The potent anti-tumorigenic effects were attributed to ginger and there are some reports regarding the anti-cancer and immunomodulatory properties ginger-derived components. This study aimed to investigate the effects of zingerone on some immune-related parameters in an animal model of breast cancer.

Methods

The breast cancer was established in female BALB/c mice using a carcinogenic 4T1 cell line. At day 10 after cancer induction, tumor-bearing mice were divided into five groups and treated intraperitoneal (daily from days 11–30) with saline or zingerone (at doses 10, 20, 50 and 100 mg/kg/day). The mice were sacrificed on day 31 and the number of splenic Th1- and Treg cells, the expression of IFN-γ and TGF-β in the blood mononuclear cells, the antibody production against sheep red blood cell (SRBC) were determined using flow cytometry, real time-PCR and a standard hemagglutination assay, respectively.

Results

Zingerone at doses 50 and 100 mg/kg enhanced the number of splenic Th1 cells (p<0.03 and 0.007, respectively); at doses 10, 20, 50 and 100 mg/kg reduced the number of splenic Treg cells (p<0.02, 0.01, and 0.01, respectively), at doses 50 and 100 mg/kg enhanced the expression of IFN-γ (p<0.03), at doses 50 and 100 mg/kg reduced the expression of TGF-β, at doses 50 mg/kg reduced the titer of anti-SRBC antibody (p<0.05).

Conclusions

Zingerone improve the T cell-mediated and antibody responses in a mouse model of breast cancer. The immunotherapeutic potentials of zingerone in cancers need more considerations.


Corresponding author: Abdollah Jafarzadeh, Professor of Immunology, Department of Immunology, School of Medicine, Kerman University of Medical Sciences, Kerman, Islamic Republic of Iran; and Department of Immunology, School of Medicine, Rafsanjan University of Medical Sciences, Rafsanjan, Iran, Phone: +98 34 3433 9042, Fax: +98 34 3433 9660, E-mail:

Award Identifier / Grant number: 97000410

  1. Research funding: This research was supported by a grant [NO: 97000410] from the Kerman University of Medical Sciences, Kerman, Iran.

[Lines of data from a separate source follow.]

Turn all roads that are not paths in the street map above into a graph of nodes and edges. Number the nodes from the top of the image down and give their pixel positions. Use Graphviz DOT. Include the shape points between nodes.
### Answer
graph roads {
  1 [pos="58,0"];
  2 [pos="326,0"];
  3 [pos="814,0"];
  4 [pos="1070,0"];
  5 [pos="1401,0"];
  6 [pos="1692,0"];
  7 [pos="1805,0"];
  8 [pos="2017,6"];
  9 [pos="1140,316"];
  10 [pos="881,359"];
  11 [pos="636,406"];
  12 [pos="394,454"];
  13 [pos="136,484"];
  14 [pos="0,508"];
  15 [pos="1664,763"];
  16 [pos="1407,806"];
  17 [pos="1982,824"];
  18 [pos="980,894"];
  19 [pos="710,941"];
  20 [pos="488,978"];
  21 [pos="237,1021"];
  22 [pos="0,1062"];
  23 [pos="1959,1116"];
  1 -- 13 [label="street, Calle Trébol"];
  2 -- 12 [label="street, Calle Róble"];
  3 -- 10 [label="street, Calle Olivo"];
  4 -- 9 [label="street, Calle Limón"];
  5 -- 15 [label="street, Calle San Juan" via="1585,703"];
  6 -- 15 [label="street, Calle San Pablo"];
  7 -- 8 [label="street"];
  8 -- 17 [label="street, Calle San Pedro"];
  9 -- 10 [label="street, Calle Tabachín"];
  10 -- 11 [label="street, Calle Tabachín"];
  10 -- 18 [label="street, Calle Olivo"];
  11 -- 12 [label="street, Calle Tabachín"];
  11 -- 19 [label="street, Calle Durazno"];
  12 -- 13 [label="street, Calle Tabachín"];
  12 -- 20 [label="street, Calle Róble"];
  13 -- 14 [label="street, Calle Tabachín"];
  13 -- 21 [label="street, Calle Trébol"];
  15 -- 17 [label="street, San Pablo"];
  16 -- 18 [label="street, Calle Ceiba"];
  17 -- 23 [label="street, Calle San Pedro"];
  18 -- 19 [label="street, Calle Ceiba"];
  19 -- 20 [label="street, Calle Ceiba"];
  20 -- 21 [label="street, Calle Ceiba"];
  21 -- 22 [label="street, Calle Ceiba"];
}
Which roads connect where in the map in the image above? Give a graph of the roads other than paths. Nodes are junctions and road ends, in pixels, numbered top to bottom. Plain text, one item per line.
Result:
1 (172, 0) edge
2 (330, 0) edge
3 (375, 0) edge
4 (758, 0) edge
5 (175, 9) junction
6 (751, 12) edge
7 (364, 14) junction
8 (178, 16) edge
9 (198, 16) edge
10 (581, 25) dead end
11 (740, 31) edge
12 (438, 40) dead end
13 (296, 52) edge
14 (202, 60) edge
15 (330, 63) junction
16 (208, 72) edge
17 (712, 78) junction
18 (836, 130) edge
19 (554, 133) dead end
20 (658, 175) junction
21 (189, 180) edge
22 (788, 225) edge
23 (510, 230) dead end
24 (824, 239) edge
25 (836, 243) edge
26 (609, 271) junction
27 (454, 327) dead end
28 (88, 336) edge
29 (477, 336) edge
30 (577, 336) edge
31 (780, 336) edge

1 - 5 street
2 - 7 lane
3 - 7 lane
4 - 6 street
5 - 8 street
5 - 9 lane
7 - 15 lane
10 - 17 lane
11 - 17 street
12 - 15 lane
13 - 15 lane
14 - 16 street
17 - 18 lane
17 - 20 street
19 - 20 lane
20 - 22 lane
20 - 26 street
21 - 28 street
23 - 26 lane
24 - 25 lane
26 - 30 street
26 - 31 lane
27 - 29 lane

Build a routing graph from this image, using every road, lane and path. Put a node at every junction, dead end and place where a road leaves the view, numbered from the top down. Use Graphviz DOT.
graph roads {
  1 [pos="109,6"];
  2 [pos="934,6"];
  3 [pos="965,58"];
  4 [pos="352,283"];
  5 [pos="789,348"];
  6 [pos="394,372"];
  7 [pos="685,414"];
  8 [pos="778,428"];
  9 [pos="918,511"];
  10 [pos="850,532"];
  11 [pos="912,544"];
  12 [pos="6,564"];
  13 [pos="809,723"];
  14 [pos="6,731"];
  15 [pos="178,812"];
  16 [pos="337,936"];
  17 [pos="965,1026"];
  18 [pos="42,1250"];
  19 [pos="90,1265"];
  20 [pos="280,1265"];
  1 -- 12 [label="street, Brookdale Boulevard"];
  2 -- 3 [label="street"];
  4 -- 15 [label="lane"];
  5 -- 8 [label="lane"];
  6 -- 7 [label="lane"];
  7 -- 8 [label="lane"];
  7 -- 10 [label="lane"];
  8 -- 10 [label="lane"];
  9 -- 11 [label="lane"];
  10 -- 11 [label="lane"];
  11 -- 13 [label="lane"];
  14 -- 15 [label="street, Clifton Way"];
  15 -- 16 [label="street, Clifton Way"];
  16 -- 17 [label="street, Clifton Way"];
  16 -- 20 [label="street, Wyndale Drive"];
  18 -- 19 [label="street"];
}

  2. Author contributions: All the authors have accepted responsibility for the entire content of this submitted manuscript and approved submission.

  3. Competing interests: No funding organizations played a role in the study design; in the collection, analysis, and interpretation of data; in the writing of the report; or in the decision to submit the report for publication.

  4. Ethical statement: A local ethic committee affiliated to Kerman University of Medical Sciences also approved the investigation protocol and the ethic approval cod is IR.KMU.REC.1397.405.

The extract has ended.